St. Louis County Police Chief Jon Belmar said at a media briefing early Sunday that the officer approached the men around 9:10 p.m. because the community center was closed. As the officer approached, the men ran away. When the officer gave chase, "one of the men turned and shot," Belmar said.
The officer was shot in the arm and is expected to survive, he said. Belmar did not identify the officer or give further details about his condition. He said the officer returned fire but said police have "no indication" that either suspect was shot.
A search was underway for the suspects early Sunday in Ferguson, the central Missouri town that's been the scene of racial unrest in the wake of the August shooting death of an unarmed black 18-year-old by a white police officer.
Belmar said he did not think the officer's shooting was related to two separate protests about Michael Brown's shooting that were going on Saturday night around the same time.
Around midnight at the police station, approximately two dozen officers stood near a group of about 100 protesters who mingled on a street corner, occasionally shouting, "No justice; no peace."
Nearby, part of a road was closed in town as police conducted a search for the suspects. Numerous law enforcement agencies were responding, and police helicopters were canvassing the area.

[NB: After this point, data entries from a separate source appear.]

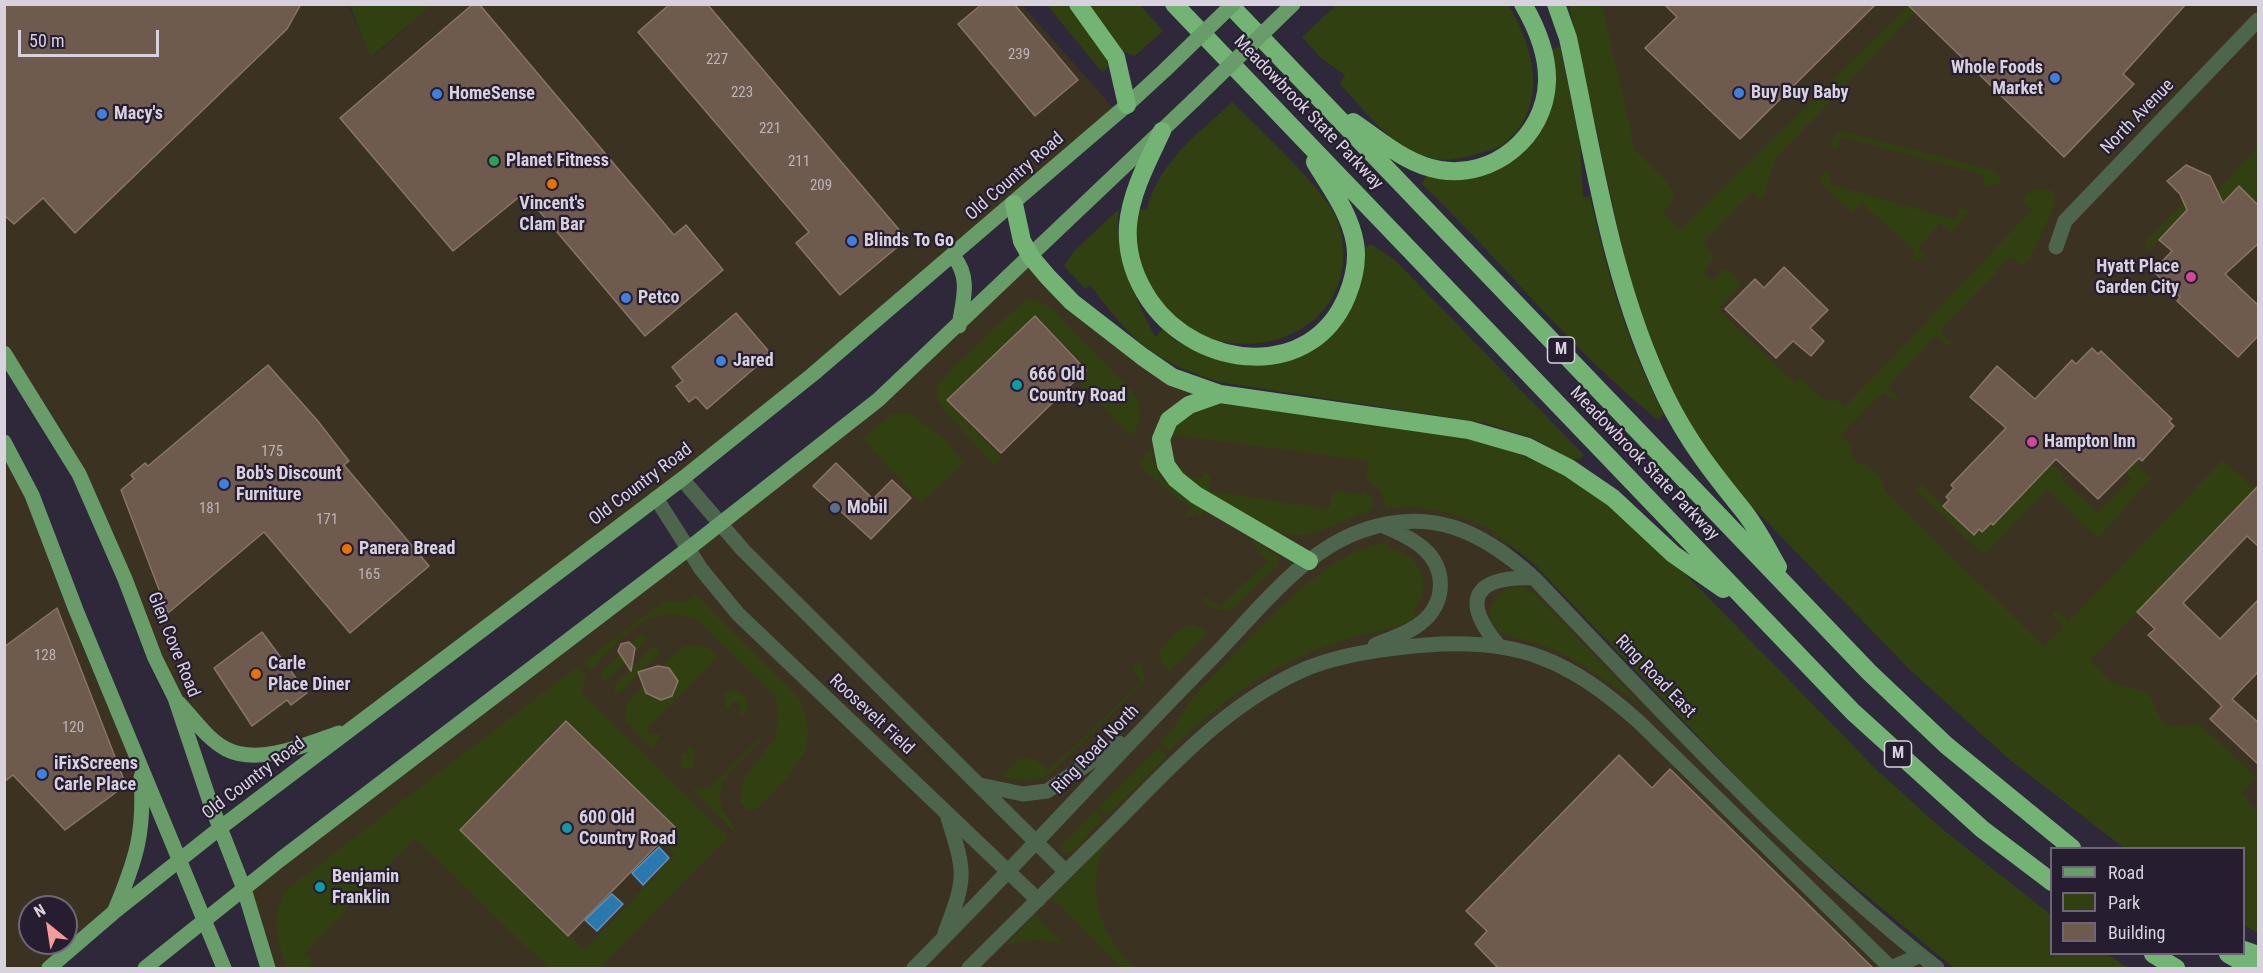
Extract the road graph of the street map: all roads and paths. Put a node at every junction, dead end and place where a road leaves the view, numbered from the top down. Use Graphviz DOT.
graph roads {
  1 [pos="1078,4"];
  2 [pos="1174,4"];
  3 [pos="1231,4"];
  4 [pos="1293,4"];
  5 [pos="1522,4"];
  6 [pos="1556,4"];
  7 [pos="2259,20"];
  8 [pos="1323,101"];
  9 [pos="1127,105"];
  10 [pos="1162,131"];
  11 [pos="1300,137"];
  12 [pos="1014,204"];
  13 [pos="2056,247"];
  14 [pos="954,257"];
  15 [pos="1031,257"];
  16 [pos="958,326"];
  17 [pos="5,355"];
  18 [pos="1220,394"];
  19 [pos="4,442"];
  20 [pos="682,479"];
  21 [pos="656,498"];
  22 [pos="720,524"];
  23 [pos="1382,525"];
  24 [pos="688,549"];
  25 [pos="1309,561"];
  26 [pos="1534,578"];
  27 [pos="1798,599"];
  28 [pos="1756,612"];
  29 [pos="1499,646"];
  30 [pos="1347,656"];
  31 [pos="175,698"];
  32 [pos="1146,724"];
  33 [pos="352,728"];
  34 [pos="140,762"];
  35 [pos="979,785"];
  36 [pos="948,815"];
  37 [pos="220,828"];
  38 [pos="1036,841"];
  39 [pos="2070,847"];
  40 [pos="180,859"];
  41 [pos="1008,871"];
  42 [pos="1066,872"];
  43 [pos="2050,880"];
  44 [pos="244,889"];
  45 [pos="1038,900"];
  46 [pos="113,913"];
  47 [pos="204,922"];
  48 [pos="942,940"];
  49 [pos="1921,955"];
  50 [pos="2155,955"];
  51 [pos="2230,955"];
  52 [pos="1891,968"];
  53 [pos="49,969"];
  54 [pos="145,969"];
  55 [pos="224,969"];
  56 [pos="268,969"];
  57 [pos="915,969"];
  58 [pos="969,969"];
  59 [pos="1937,969"];
  60 [pos="2176,969"];
  61 [pos="2252,969"];
  1 -- 9 [label="highway"];
  2 -- 11 [label="highway, Meadowbrook State Parkway / M"];
  3 -- 8 [label="highway, Meadowbrook State Parkway / M"];
  3 -- 9 [label="main road, Old Country Road, bridge"];
  4 -- 10 [label="main road, bridge"];
  5 -- 8 [label="highway"];
  6 -- 27 [label="highway"];
  7 -- 13 [label="street, North Avenue"];
  8 -- 27 [label="highway, Meadowbrook State Parkway / M"];
  9 -- 12 [label="main road, Old Country Road"];
  10 -- 11 [label="highway"];
  10 -- 15 [label="main road"];
  11 -- 28 [label="highway, Meadowbrook State Parkway / M"];
  12 -- 14 [label="main road, Old Country Road"];
  12 -- 15 [label="highway"];
  14 -- 16 [label="main road"];
  14 -- 20 [label="main road, Old Country Road"];
  15 -- 16 [label="main road"];
  15 -- 18 [label="highway"];
  16 -- 22 [label="main road"];
  17 -- 31 [label="main road, Glen Cove Road"];
  18 -- 25 [label="highway"];
  18 -- 28 [label="highway"];
  19 -- 34 [label="main road"];
  20 -- 21 [label="main road, Old Country Road"];
  20 -- 22 [label="street, Roosevelt Field"];
  21 -- 24 [label="street, Roosevelt Field"];
  21 -- 33 [label="main road, Old Country Road"];
  22 -- 24 [label="main road"];
  22 -- 35 [label="street, Roosevelt Field"];
  23 -- 25 [label="street, Ring Road East"];
  23 -- 26 [label="street, Ring Road East"];
  23 -- 30 [label="street"];
  24 -- 36 [label="street, Roosevelt Field"];
  24 -- 44 [label="main road"];
  25 -- 32 [label="street, Ring Road North"];
  26 -- 29 [label="street"];
  26 -- 49 [label="street, Ring Road East"];
  27 -- 39 [label="highway, Meadowbrook State Parkway / M"];
  28 -- 43 [label="highway, Meadowbrook State Parkway / M"];
  29 -- 30 [label="street"];
  29 -- 52 [label="street"];
  30 -- 42 [label="street"];
  31 -- 33 [label="main road"];
  31 -- 37 [label="main road, Glen Cove Road"];
  32 -- 35 [label="street"];
  32 -- 38 [label="street, Ring Road North"];
  33 -- 37 [label="main road, Old Country Road"];
  34 -- 40 [label="main road"];
  34 -- 46 [label="main road"];
  35 -- 38 [label="street, Roosevelt Field"];
  36 -- 41 [label="street, Roosevelt Field"];
  36 -- 48 [label="street"];
  37 -- 40 [label="main road, Old Country Road"];
  37 -- 44 [label="main road, Glen Cove Road"];
  38 -- 41 [label="street, Ring Road North"];
  38 -- 42 [label="street, Roosevelt Field"];
  40 -- 46 [label="main road, Old Country Road"];
  40 -- 47 [label="main road"];
  41 -- 45 [label="street, Roosevelt Field"];
  41 -- 48 [label="street, Ring Road North"];
  42 -- 45 [label="street"];
  44 -- 47 [label="main road"];
  44 -- 56 [label="main road, Glen Cove Road"];
  45 -- 58 [label="street"];
  46 -- 53 [label="main road, Old Country Road"];
  47 -- 54 [label="main road"];
  47 -- 55 [label="main road"];
  48 -- 57 [label="street, Ring Road North"];
  49 -- 52 [label="street"];
  49 -- 59 [label="street, Ring Road East"];
  50 -- 60 [label="highway"];
  51 -- 61 [label="highway"];
}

The officer's shooting comes after Ferguson Police Chief Tom Jackson issued a videotaped apology to Brown's family earlier in the week and attempted to march with protesters, an effort that led to a clash with activists and several arrests on Thursday.
A county grand jury is weighing whether to indict Ferguson officer Darren Wilson in Brown's shooting.
The Justice Department, which is investigating whether Brown's civil rights were violated, is conducting a broader probe into Ferguson police. On Friday, it urged Jackson to ban his officers from wearing bracelets supporting Wilson while on duty and from covering up their name plates with black tape.
Ferguson residents complained about the bracelets, which are black with "I am Darren Wilson" in white lettering, at a meeting with federal officials this week.
Brown's shooting has also focused attention on the lack of diversity in many police departments across the country. In Ferguson, of 53 officers in a community that is two-thirds black, only three are African-American.